____ DATA PROVIDED

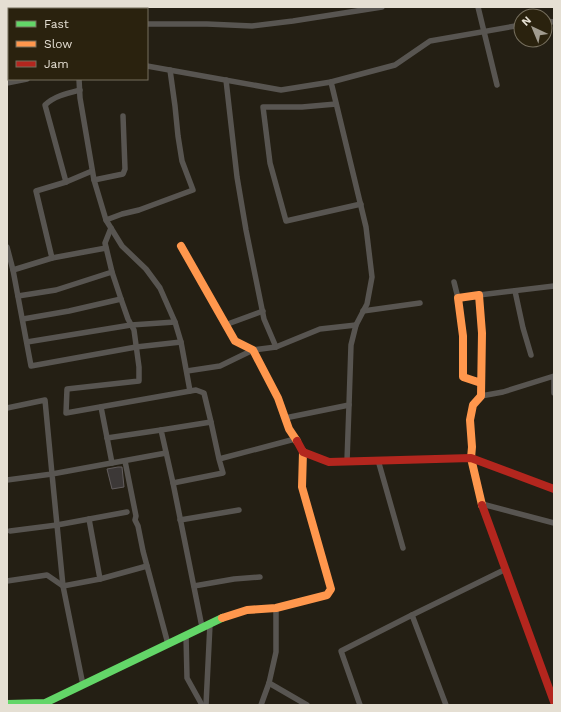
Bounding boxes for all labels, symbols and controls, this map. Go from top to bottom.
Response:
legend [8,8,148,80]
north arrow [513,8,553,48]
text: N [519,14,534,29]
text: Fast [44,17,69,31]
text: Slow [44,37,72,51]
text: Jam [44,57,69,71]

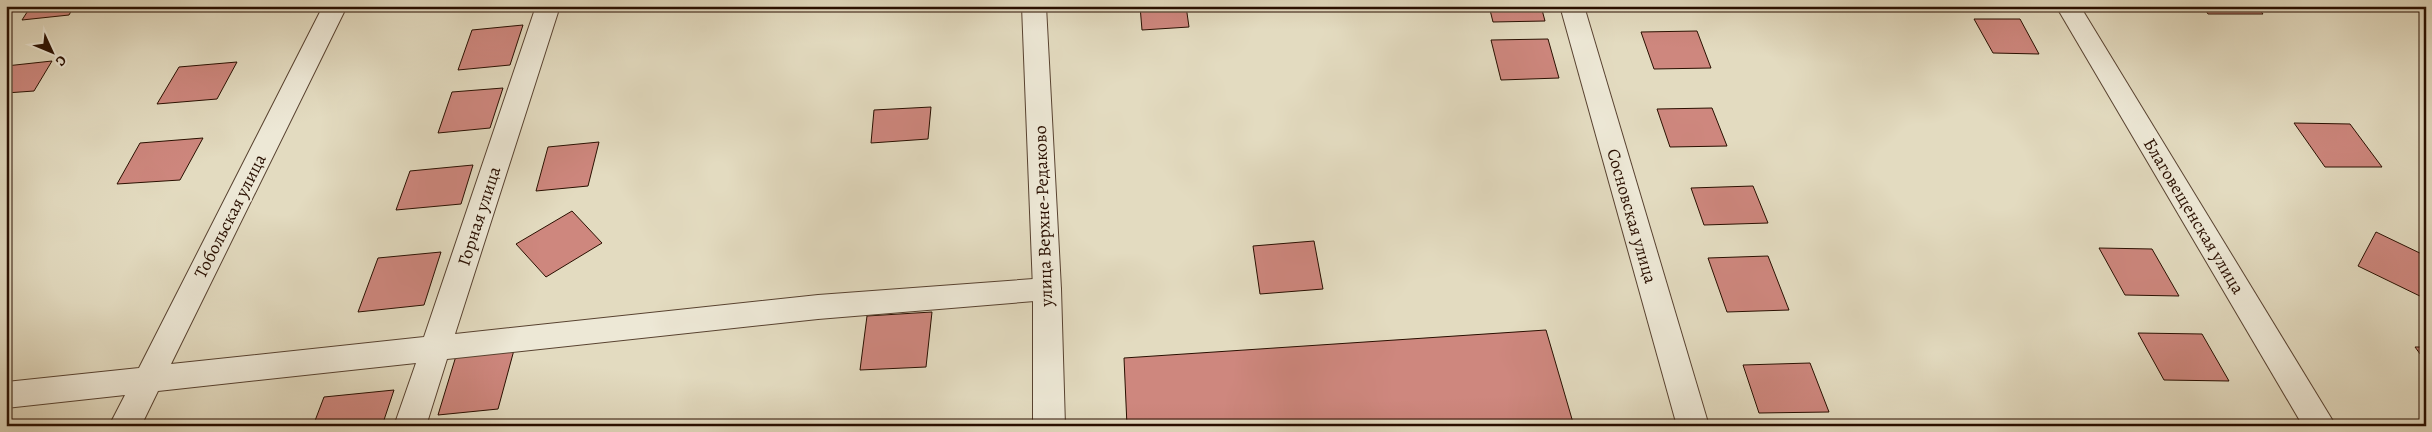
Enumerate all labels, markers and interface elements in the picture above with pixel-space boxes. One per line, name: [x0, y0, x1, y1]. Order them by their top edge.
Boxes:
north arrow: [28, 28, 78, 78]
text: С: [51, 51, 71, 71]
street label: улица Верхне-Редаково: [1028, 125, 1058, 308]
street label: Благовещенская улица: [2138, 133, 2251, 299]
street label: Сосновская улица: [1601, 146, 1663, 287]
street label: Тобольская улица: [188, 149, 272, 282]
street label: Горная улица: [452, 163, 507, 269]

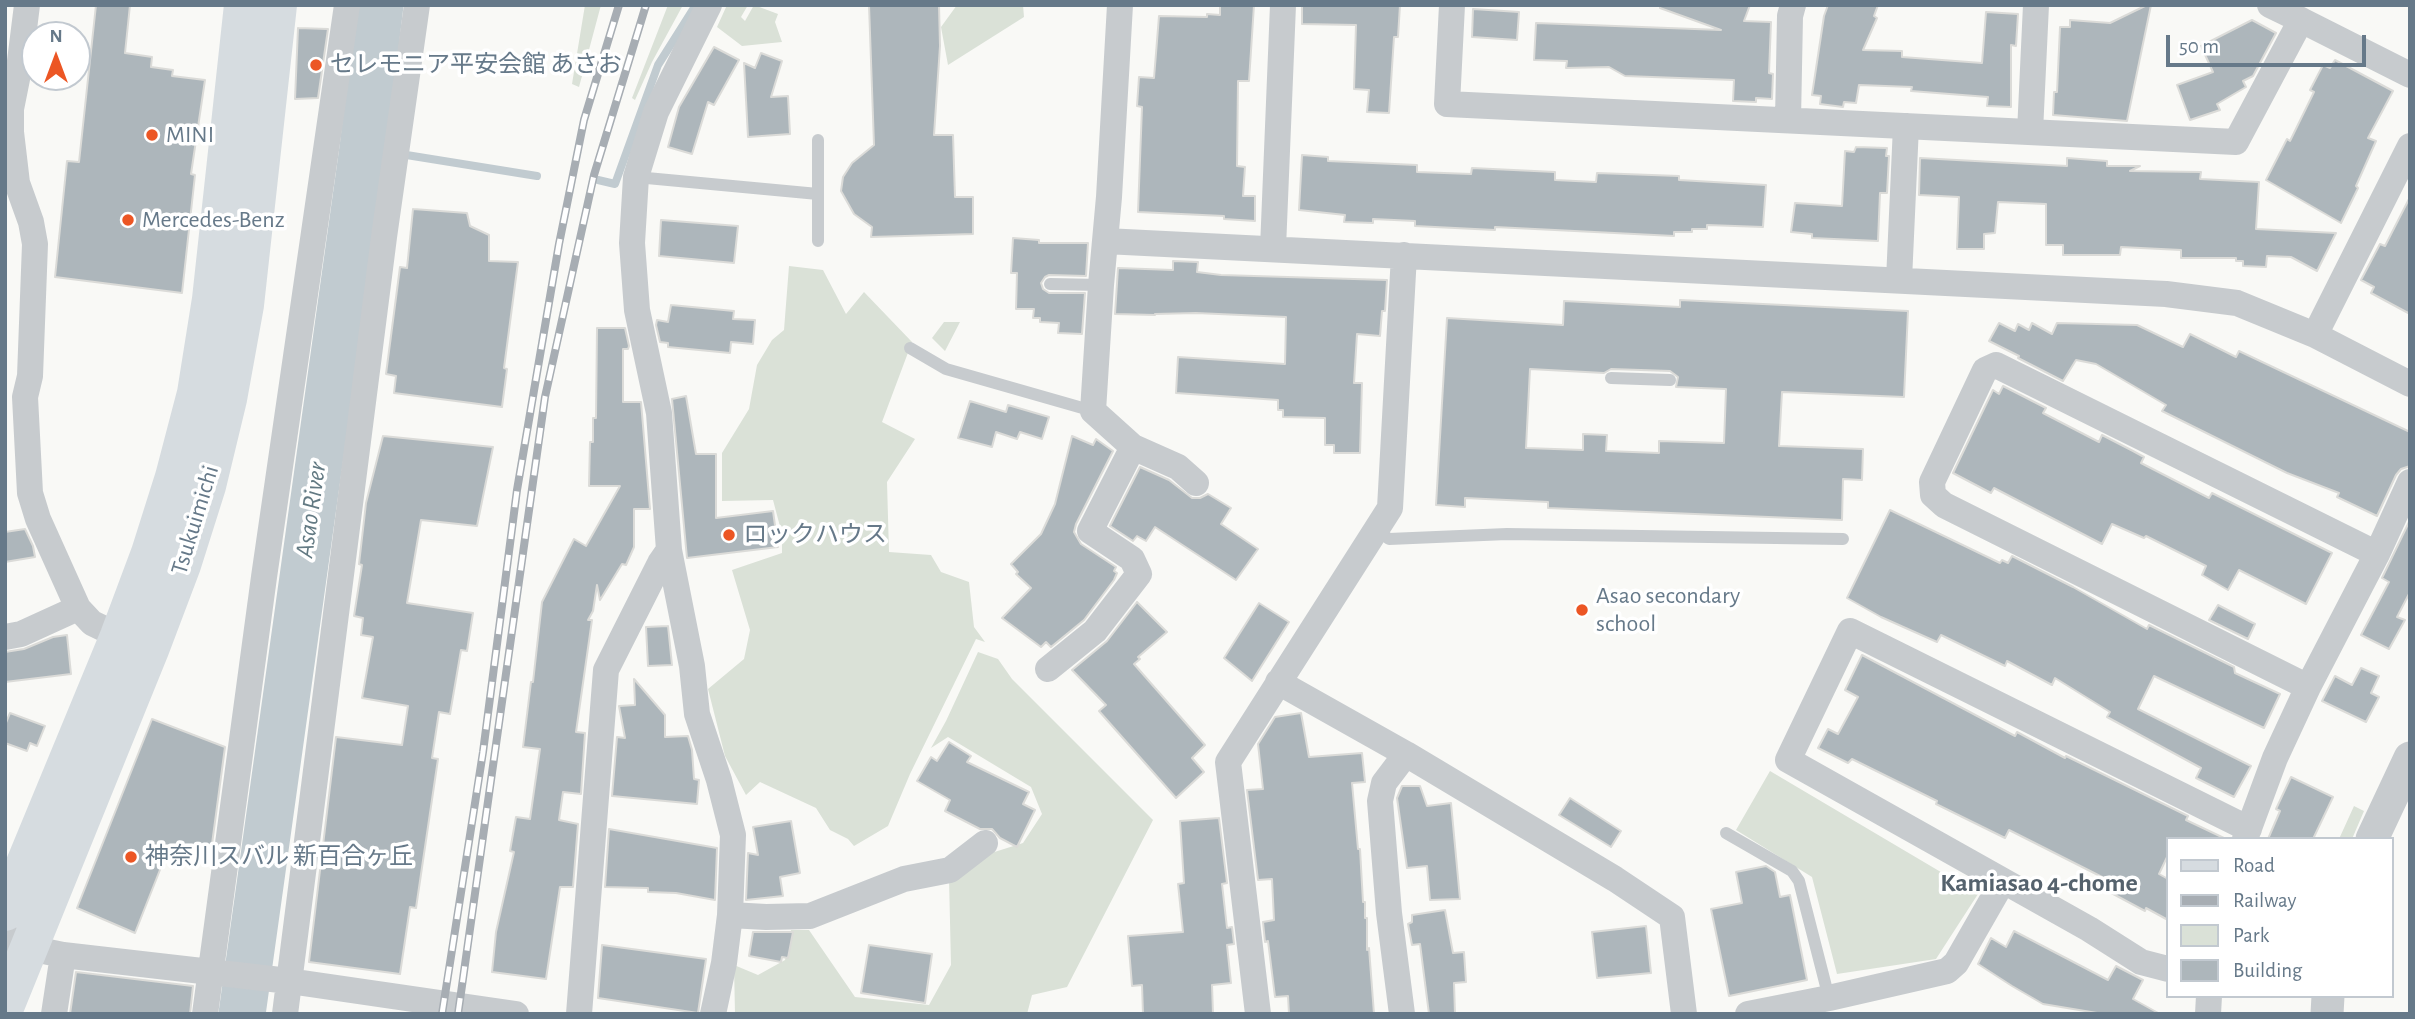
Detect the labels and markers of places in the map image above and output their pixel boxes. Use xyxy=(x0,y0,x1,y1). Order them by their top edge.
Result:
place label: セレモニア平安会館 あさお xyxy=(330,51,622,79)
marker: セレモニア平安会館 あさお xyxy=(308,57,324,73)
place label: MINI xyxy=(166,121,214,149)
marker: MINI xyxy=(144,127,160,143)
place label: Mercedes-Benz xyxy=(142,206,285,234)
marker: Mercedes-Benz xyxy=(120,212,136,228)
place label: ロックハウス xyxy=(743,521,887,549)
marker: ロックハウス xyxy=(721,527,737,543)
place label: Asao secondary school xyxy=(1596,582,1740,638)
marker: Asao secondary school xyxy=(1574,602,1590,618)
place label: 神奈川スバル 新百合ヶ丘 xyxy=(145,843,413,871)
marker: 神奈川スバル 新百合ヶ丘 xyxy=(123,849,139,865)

________
____ DATA PROVIDED

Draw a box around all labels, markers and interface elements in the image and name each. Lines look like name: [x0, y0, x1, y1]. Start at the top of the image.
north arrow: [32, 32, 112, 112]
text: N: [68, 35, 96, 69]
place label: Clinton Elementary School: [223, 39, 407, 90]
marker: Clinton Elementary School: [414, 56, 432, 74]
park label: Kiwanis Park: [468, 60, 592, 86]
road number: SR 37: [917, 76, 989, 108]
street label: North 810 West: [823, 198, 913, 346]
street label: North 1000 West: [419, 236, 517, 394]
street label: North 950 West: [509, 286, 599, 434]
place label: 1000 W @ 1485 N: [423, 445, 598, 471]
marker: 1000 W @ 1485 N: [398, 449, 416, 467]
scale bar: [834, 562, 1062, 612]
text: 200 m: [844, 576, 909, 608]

________

ACTION ITEM: Only the lines above starting with the line with "Bounding boxes for" and going on through the line with "Detect the labels" belong in the answer; repeat them exactly, minus any picture.

OUTPUT BELOW:
Bounding boxes for all labels, symbols and controls, this map. Go from top to bottom.
Response:
legend [8,8,148,80]
north arrow [513,8,553,48]
text: N [519,14,534,29]
text: Fast [44,17,69,31]
text: Slow [44,37,72,51]
text: Jam [44,57,69,71]

Enumerate all labels, markers and interface elements in the picture above with pixel-space boxes. One per line, name: [x0, y0, x1, y1]. Order them by their top edge.
Boxes:
north arrow: [28, 28, 78, 78]
text: С: [51, 51, 71, 71]
street label: улица Верхне-Редаково: [1028, 125, 1058, 308]
street label: Благовещенская улица: [2138, 133, 2251, 299]
street label: Сосновская улица: [1601, 146, 1663, 287]
street label: Тобольская улица: [188, 149, 272, 282]
street label: Горная улица: [452, 163, 507, 269]

Detect the labels and markers of places in the map image above and output their pixel boxes. Use xyxy=(x0,y0,x1,y1). Order them by their top edge.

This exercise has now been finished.